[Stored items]
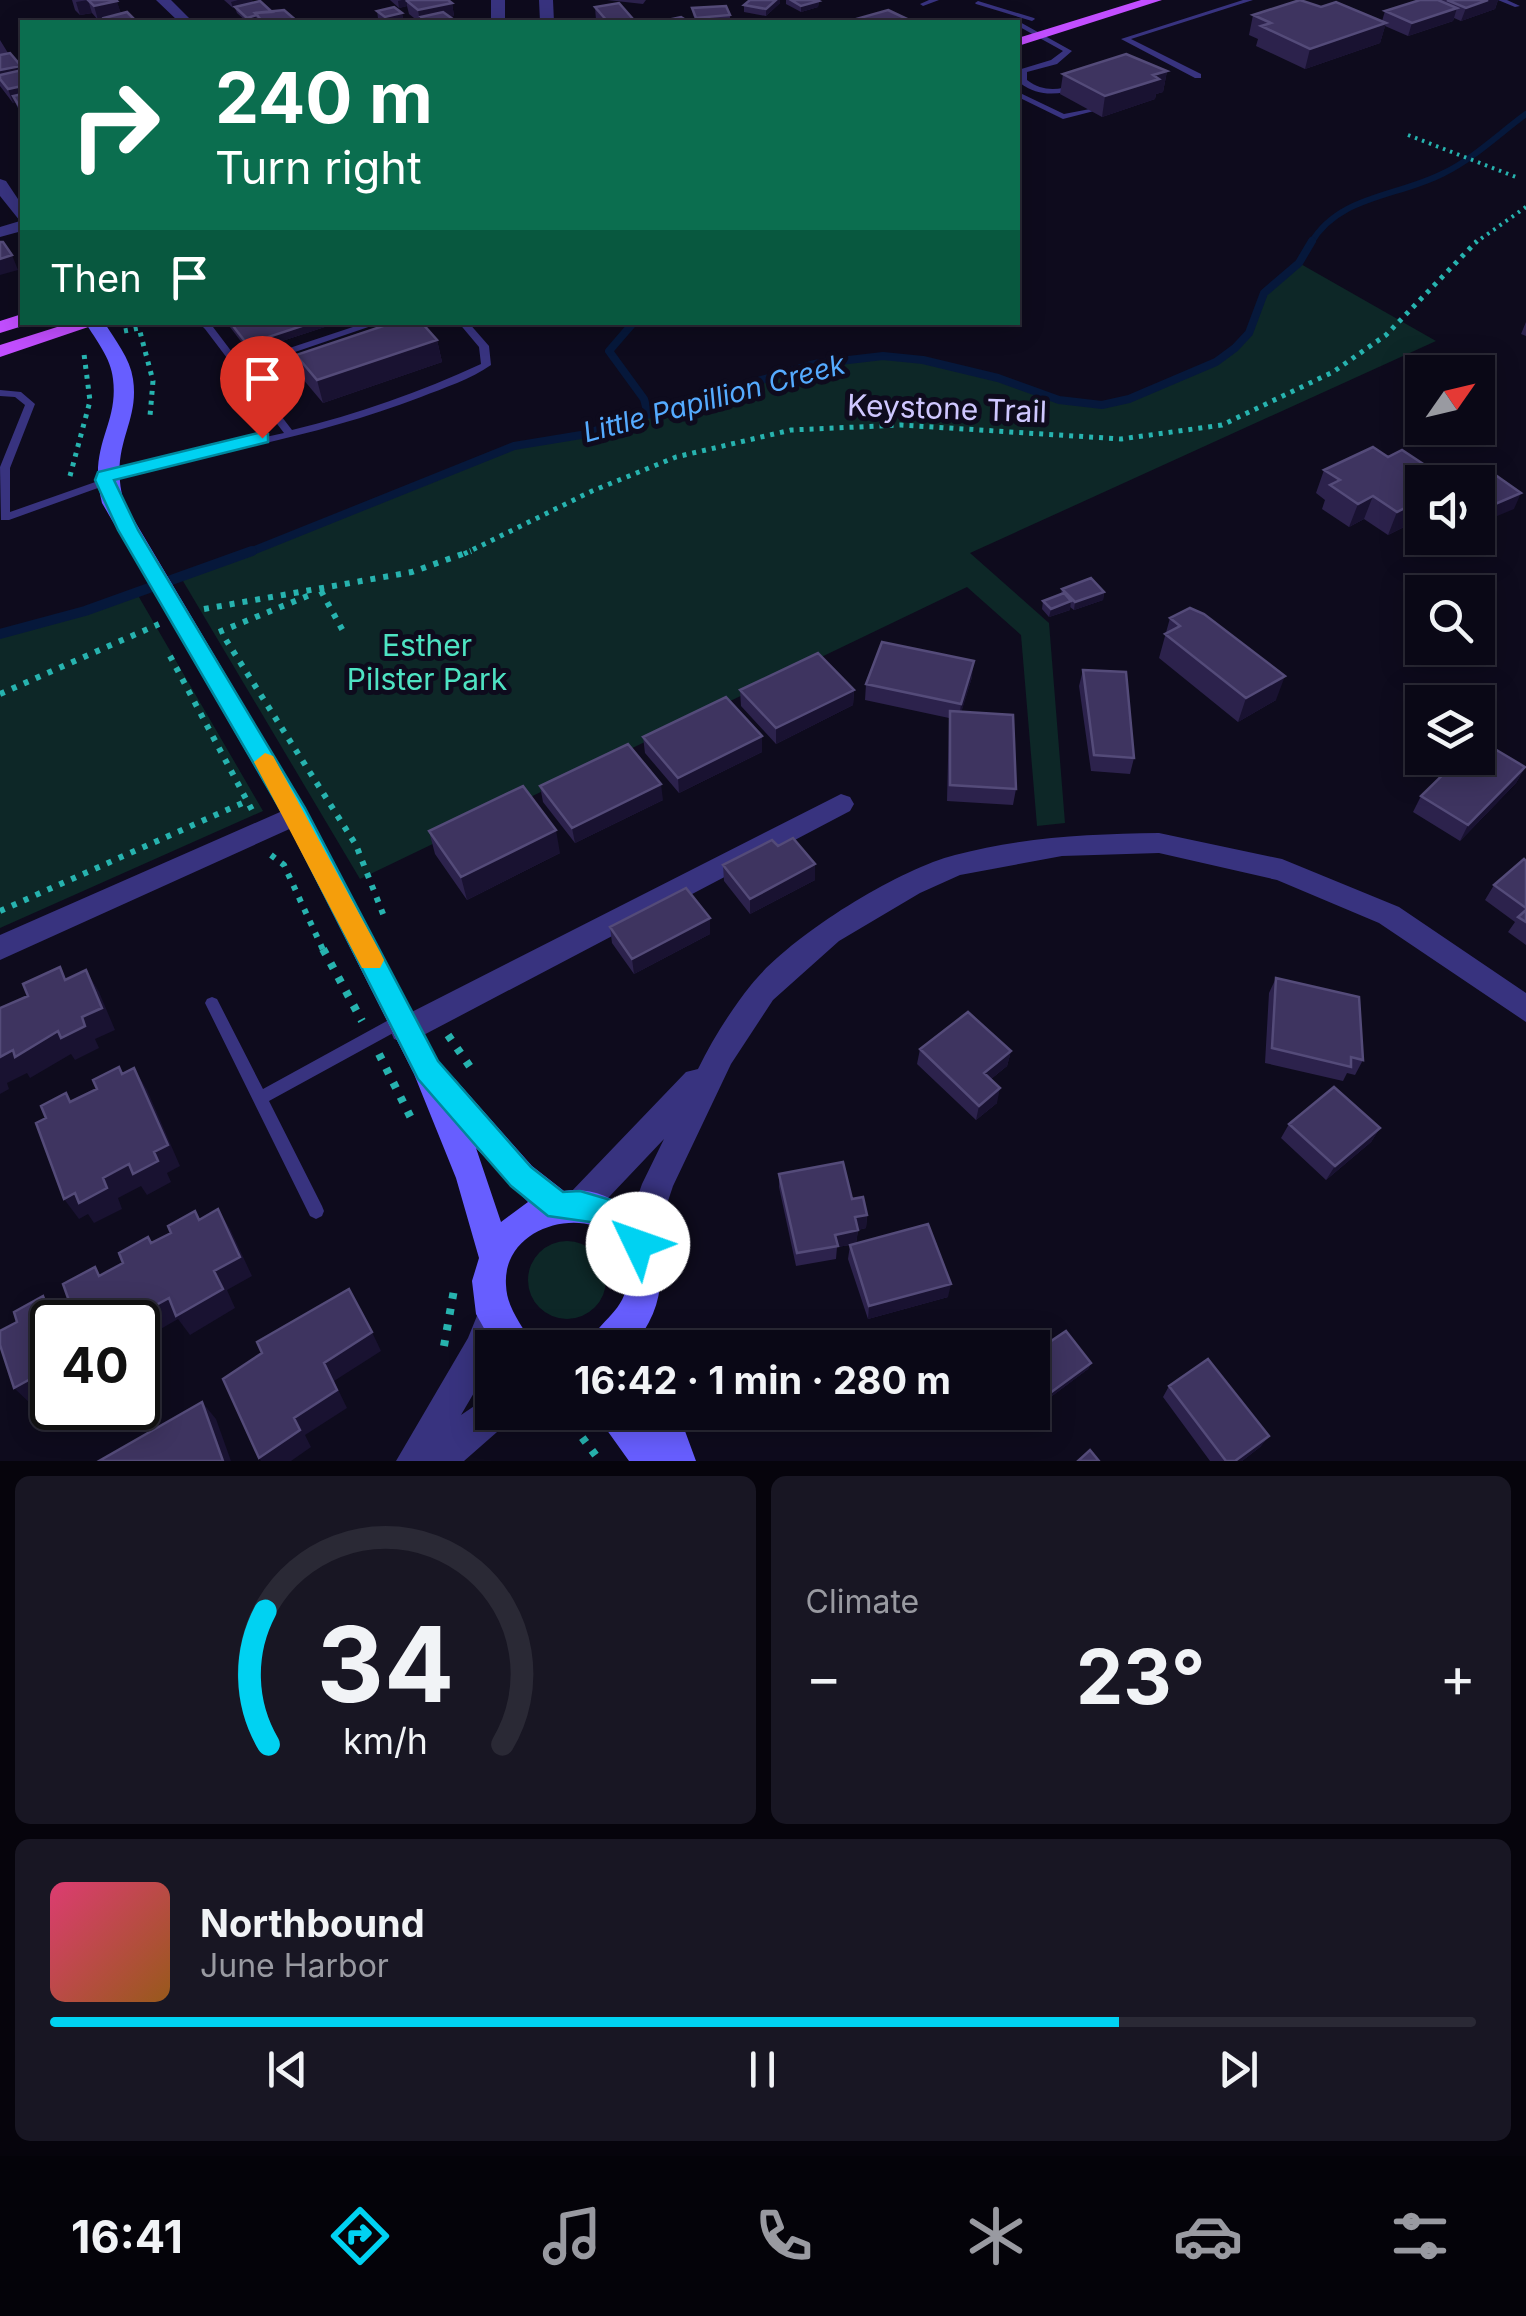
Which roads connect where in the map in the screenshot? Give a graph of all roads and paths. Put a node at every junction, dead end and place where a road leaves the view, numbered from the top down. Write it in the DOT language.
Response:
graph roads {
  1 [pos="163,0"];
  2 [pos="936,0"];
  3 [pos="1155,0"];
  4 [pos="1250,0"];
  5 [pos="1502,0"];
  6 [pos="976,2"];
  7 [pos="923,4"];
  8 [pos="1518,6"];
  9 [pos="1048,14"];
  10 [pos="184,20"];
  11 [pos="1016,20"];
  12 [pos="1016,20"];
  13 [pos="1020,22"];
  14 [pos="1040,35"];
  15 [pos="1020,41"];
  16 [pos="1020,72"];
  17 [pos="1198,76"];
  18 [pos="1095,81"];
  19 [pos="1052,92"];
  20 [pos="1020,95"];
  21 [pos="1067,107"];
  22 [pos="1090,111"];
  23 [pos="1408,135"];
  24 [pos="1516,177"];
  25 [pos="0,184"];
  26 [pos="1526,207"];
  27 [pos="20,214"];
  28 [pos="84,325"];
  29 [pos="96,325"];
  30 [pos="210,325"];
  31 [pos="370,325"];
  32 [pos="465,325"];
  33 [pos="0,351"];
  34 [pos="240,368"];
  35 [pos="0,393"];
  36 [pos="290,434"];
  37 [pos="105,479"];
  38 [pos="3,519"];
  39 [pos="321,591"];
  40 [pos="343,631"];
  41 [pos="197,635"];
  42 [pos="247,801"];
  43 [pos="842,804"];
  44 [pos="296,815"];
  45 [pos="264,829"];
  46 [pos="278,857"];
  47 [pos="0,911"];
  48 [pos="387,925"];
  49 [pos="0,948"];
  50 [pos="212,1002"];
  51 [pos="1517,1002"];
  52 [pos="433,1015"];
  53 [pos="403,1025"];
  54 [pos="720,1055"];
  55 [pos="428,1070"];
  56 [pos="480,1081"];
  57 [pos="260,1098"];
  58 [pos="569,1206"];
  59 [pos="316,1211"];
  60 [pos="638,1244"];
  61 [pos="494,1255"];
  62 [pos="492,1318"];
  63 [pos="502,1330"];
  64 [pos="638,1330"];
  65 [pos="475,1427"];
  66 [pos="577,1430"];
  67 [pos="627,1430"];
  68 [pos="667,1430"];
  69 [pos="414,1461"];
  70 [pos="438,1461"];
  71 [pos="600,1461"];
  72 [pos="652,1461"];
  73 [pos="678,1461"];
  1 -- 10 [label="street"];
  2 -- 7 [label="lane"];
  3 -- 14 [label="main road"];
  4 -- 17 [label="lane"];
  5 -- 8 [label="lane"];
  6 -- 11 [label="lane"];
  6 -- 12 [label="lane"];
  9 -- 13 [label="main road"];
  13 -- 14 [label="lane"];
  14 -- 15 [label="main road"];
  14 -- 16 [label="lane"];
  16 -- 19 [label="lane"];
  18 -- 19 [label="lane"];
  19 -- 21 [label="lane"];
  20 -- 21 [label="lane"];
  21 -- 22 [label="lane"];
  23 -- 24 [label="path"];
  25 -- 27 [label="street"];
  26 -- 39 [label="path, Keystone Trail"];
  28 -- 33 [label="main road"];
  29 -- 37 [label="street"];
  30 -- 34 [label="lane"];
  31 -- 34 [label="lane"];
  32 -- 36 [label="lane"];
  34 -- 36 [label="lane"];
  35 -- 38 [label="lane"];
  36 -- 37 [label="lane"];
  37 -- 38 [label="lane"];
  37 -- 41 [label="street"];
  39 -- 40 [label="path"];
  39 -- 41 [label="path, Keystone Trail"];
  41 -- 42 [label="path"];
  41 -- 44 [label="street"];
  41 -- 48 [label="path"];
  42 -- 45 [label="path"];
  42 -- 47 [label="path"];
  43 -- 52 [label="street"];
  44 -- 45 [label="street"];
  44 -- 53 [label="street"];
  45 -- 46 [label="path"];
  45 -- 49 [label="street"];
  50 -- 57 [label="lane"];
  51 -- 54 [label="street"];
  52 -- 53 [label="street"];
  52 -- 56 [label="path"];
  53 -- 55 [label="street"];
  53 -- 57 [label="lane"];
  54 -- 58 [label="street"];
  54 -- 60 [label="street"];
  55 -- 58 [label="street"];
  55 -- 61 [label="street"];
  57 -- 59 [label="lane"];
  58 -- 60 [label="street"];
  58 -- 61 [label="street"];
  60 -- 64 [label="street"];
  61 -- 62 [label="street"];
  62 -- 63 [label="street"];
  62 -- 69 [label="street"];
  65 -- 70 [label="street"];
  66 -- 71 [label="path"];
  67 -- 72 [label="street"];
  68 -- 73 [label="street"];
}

[DIRECTIONS FOR THIS TASK]
Given the word "graph", show every line of the records that contains it.

[WORKED SOLUTION]
Which roads connect where in the map in the screenshot? Give a graph of all roads and paths. Put a node at every junction, dead end and place where a road leaves the view, numbered from the top down. Write it in the DOT language.
graph roads {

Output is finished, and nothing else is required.